Olives fer thought this was the time to talk to his master Satan URIE, "this glittery wand of rainbow magic has been, splintered, by this small fedora boy." Patrick shrunk into the corner, scared as hell. (Geddit? Cuz the ruler of hells in the room? Ha ha...) Satan tutted pitifully at the sassy remains of the wand. "I can fix it, but with a price.."

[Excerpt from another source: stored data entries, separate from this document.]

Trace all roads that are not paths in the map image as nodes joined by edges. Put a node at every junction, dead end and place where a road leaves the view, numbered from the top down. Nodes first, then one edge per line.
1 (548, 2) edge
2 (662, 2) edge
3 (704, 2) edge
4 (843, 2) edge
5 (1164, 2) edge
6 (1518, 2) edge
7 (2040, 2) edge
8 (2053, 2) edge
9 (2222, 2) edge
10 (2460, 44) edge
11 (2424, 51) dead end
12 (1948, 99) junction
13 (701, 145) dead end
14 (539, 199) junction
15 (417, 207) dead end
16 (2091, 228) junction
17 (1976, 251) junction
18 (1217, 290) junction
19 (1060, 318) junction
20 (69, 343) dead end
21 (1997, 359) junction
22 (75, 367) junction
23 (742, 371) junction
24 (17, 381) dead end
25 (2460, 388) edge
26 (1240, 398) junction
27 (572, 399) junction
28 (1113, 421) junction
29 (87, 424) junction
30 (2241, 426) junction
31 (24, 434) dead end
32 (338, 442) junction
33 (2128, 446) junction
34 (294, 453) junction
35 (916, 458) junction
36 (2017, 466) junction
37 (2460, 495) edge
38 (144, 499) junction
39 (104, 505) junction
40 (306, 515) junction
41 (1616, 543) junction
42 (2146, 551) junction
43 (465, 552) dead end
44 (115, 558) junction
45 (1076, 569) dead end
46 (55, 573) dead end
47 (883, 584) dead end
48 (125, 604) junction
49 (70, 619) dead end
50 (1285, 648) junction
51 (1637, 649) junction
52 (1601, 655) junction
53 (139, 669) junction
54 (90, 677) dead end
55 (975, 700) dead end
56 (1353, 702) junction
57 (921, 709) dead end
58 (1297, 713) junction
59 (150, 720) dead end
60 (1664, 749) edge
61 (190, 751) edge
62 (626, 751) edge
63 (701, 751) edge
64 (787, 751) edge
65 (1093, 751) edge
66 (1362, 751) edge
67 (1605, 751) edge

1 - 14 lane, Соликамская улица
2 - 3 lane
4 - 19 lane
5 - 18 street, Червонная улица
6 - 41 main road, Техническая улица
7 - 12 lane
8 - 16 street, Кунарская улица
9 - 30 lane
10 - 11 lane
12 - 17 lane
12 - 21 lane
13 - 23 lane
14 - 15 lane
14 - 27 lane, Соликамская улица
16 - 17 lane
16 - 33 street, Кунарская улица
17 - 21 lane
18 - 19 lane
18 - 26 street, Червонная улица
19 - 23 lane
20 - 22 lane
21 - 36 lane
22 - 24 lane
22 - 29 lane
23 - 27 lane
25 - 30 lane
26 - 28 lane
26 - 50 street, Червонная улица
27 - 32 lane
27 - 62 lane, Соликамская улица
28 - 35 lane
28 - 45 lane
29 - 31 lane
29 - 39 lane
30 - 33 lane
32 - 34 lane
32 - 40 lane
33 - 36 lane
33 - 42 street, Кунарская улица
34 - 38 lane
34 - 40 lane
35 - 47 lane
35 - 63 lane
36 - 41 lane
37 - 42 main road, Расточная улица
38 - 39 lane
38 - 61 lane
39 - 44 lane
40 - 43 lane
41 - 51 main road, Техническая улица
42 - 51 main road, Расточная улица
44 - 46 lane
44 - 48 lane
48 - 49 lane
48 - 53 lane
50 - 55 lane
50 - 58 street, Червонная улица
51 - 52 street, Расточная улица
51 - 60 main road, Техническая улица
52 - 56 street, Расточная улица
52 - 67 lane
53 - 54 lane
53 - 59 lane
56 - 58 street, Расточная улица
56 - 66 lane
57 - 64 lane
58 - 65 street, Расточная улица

"My soul, o faithful ruler of hell?" Whispered ollivander with regret in his eyes.
"No." Brendon announced, ollivander let out stress and sighed with relief.
"I need, your club penguin membership...."
The scream of horror could be heard for miles.
"NOT MY CLUB PENGUIN MEMBERSHIP! THE PUFFLE PARTY IS NEXT WEEK AND I'VE BEEN SAVING UP FOR A RAINBOW PUFFLE COSTUME!!!" Ollivander screamed in terror.
"Ooooo das bad." Muttered Pete.
"Well, I'll just have to kill you then." Laughed Satan URIE, truly now he was clearly the ruler of hell.
"No....no..... I'll sacrifice my penguin, even if they have 1999 clothing items, with 20 of them being ultra rare."  Sighed ollivander.
Hagrid (because I've not mentioned him for like 19 years.) Took ollivanders membership card out of his pocket, and passed it to Satan, who set it on fire promptly with his bare hands ooo that's wild AF, then he used all his satanly powers to make all the wand pieces rise in the air, and huzzah! They were fixed. Gerard sobbed tears of joy, now he can sass the sass out of everyone in hogwarts.
"And you boY." Growled Satan, who pointed at Patrick, who lowered his fedora over his head, and took a few steps back.
"Like your hat boi it's sick AF where you buY it from my dude?"
"Umm.... Chanel." (Because Chanel definitely supply fedoras)
"OOOO I'llcheck them out." Satan said as he walked promptly into the hell fire on the satanic bible and disappeared.